Snake-Jaw Bio-Inspired Educational Robot

To ensure the robot’s design effectively supports engagement and learning, a systematic usability study was conducted in a museum, and the design was iteratively revised based on the outcomes (Whitman & Seth, n.d.). The study was implemented at a local museum (Figure 1) where visitors were allowed to freely interact with the robot as desired. Once they had concluded their engagement with the robot, visitors were asked to complete a short survey, measuring the robot’s overall usability using the SUS scales (Brooke, 1996), as well as collecting optional, open-ended feedback about the robot’s strengths and weaknesses.
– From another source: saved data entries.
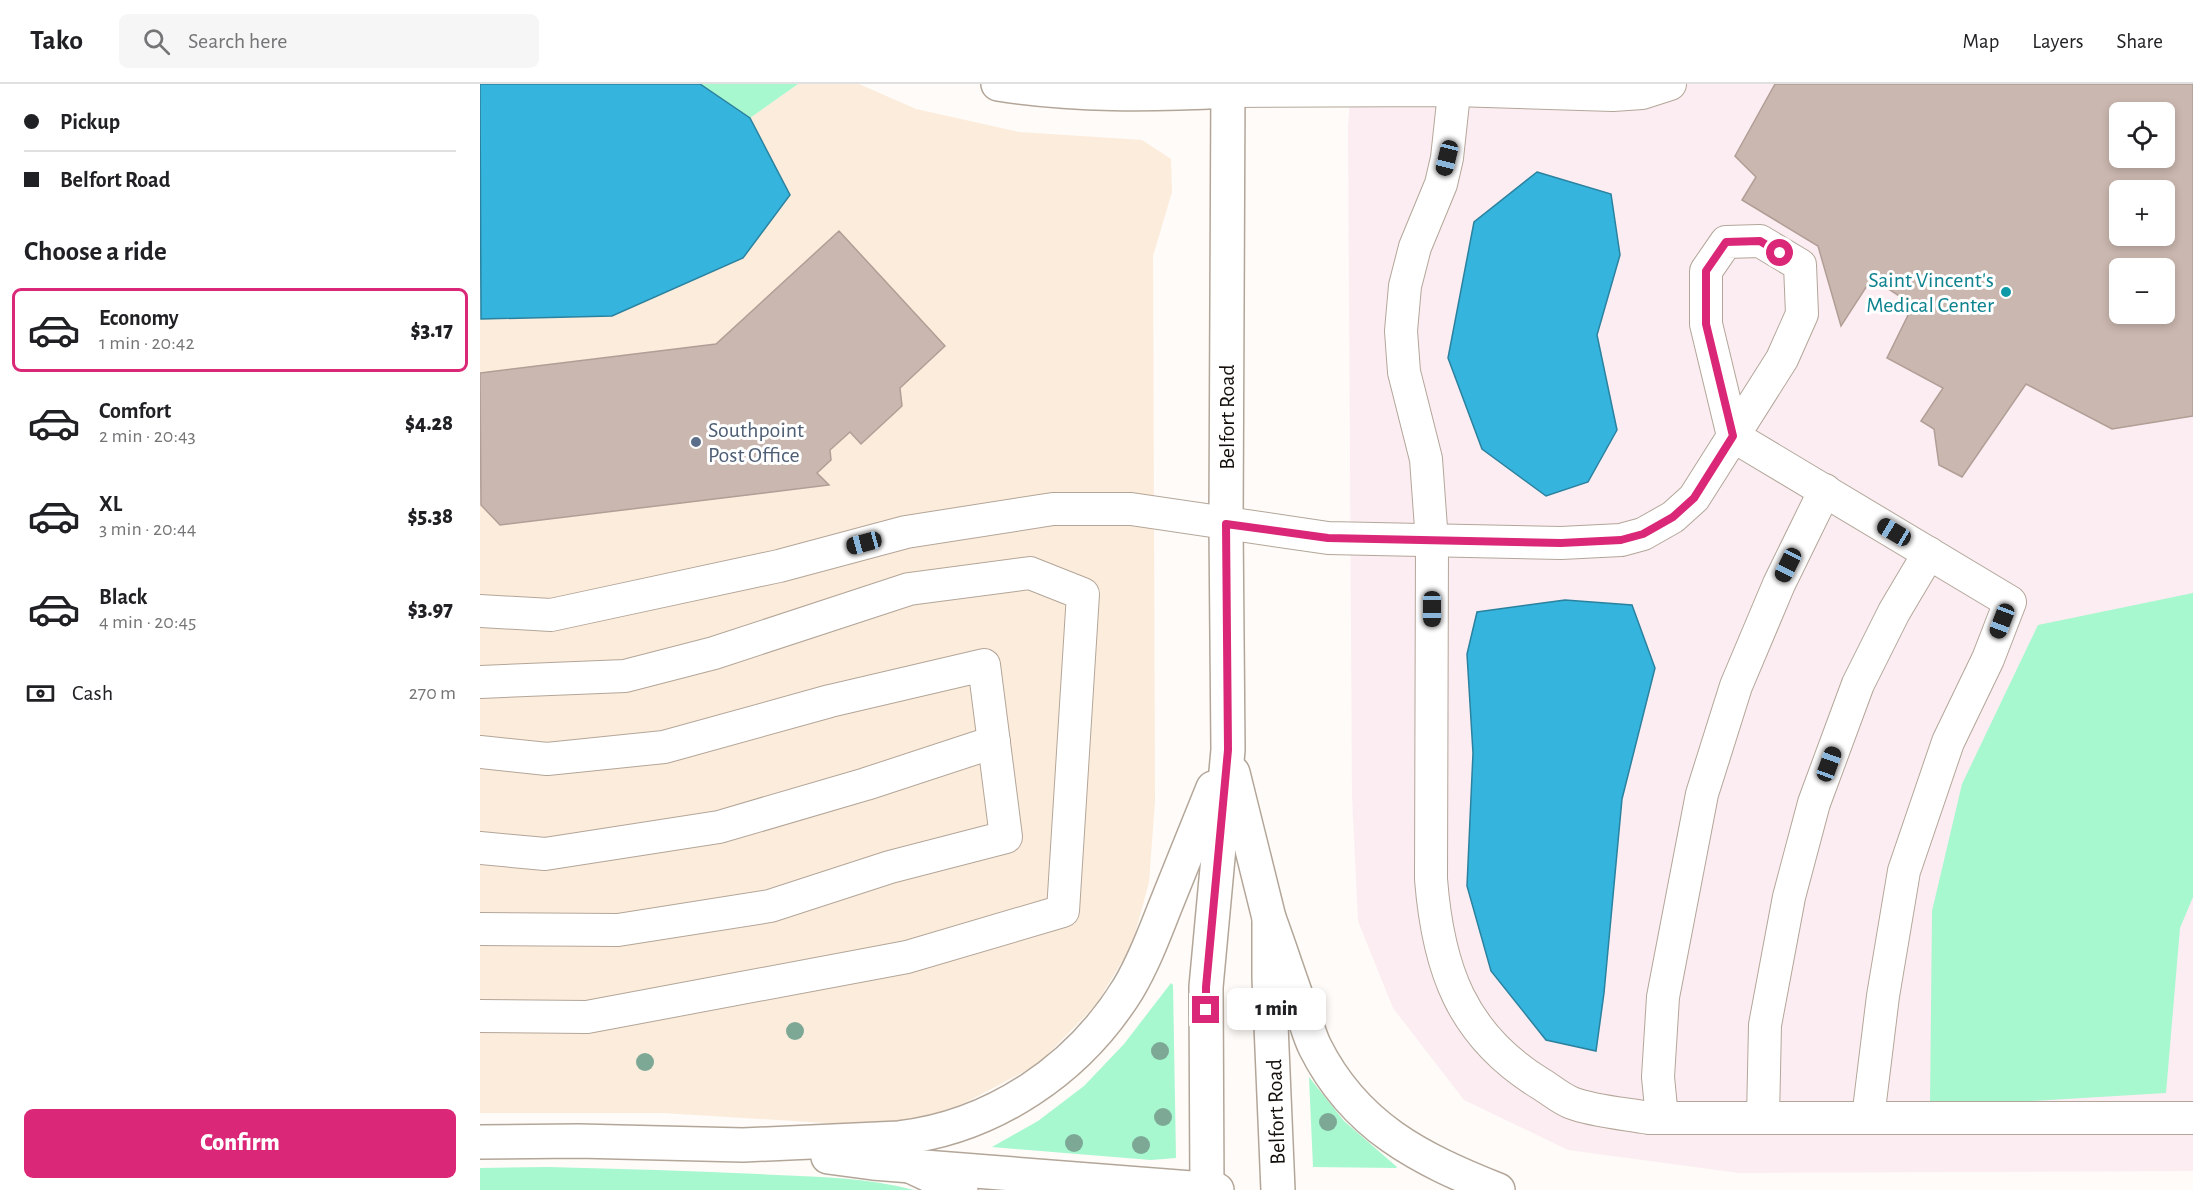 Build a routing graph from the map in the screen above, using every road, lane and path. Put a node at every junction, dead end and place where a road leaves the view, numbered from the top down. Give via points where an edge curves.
1 (998, 84) edge
2 (1670, 84) edge
3 (1455, 87) edge
4 (1228, 88) edge
5 (1543, 88) edge
6 (1613, 89) edge
7 (1733, 436) junction
8 (1826, 490) junction
9 (1226, 524) junction
10 (1432, 542) junction
11 (1929, 553) junction
12 (480, 612) edge
13 (480, 682) edge
14 (994, 742) junction
15 (1228, 750) junction
16 (480, 752) edge
17 (480, 848) edge
18 (1269, 918) junction
19 (480, 929) edge
20 (480, 1016) edge
21 (1662, 1118) junction
22 (1868, 1118) junction
23 (2193, 1118) edge
24 (1762, 1119) junction
25 (480, 1142) edge
26 (743, 1145) junction
27 (910, 1166) junction
28 (961, 1190) edge
29 (1210, 1190) edge
30 (1278, 1190) edge
31 (1498, 1190) edge

1 - 4 main road via 1034,90 1130,94
2 - 6 lane via 1642,93
3 - 4 lane
3 - 5 lane
3 - 10 lane via 1447,158 1441,184 1415,247 1405,286 1401,331 1404,372 1426,459
4 - 9 main road, Belfort Road
5 - 6 lane
7 - 7 lane via 1782,359 1802,314 1800,265 1760,241 1726,242 1706,271 1706,324
7 - 8 lane
7 - 10 lane via 1694,498 1673,517 1643,534 1621,540 1561,543
8 - 11 lane
8 - 21 lane via 1779,584 1736,686 1702,794 1664,997 1658,1077
9 - 10 lane via 1328,538
9 - 12 lane via 1131,509 1053,509 906,532 779,566 551,615
9 - 15 main road, Belfort Road
10 - 21 lane via 1431,879 1442,957 1454,990 1468,1015 1503,1056 1562,1097 1572,1103 1649,1119
11 - 22 lane via 2010,602 1948,742 1904,871
11 - 24 lane via 1858,684 1814,804 1790,897 1765,1025
13 - 20 lane via 625,676 714,653 909,589 1030,573 1083,594 1063,911 906,957 587,1017
14 - 16 lane via 984,665 830,701 664,747 547,759
14 - 17 lane via 719,827 545,854
14 - 19 lane via 1006,837 890,867 770,906 618,930
15 - 18 main road, Belfort Road
15 - 26 main road via 1148,950 1128,990 1069,1060 991,1113 922,1136
15 - 29 main road, Belfort Road via 1206,987
18 - 30 main road, Belfort Road
18 - 31 main road via 1315,1047 1338,1084 1390,1137 1425,1159
21 - 24 lane
22 - 23 lane
22 - 24 lane
25 - 26 main road via 578,1140
26 - 27 main road
27 - 28 main road
27 - 29 main road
This data was used to generate and implement design improvements until the robot achieved high usability ratings in its final design iteration (see Figure 2). Notably, improvements made to the robot during and after this study were: 1) using black acrylic instead of clear acrylic for the case, 2) using high contrast labels, buttons, and sliders on the front panel, and 3) color-coordinating the sliders to their respective controlled joint. Figure 3 shows the design evolution of the Snake-Jaw robot.

Figure 3

Evolution of the Snake-Jaw Robot

Theoretical Frameworks

The design and implementation of the educational robot are grounded in two key theoretical frameworks: integrative thinking and Bayesian causal learning. These frameworks support deep conceptual understanding by encouraging students to explore connections across disciplines and actively manipulate the system to observe direct cause-and-effect relationships.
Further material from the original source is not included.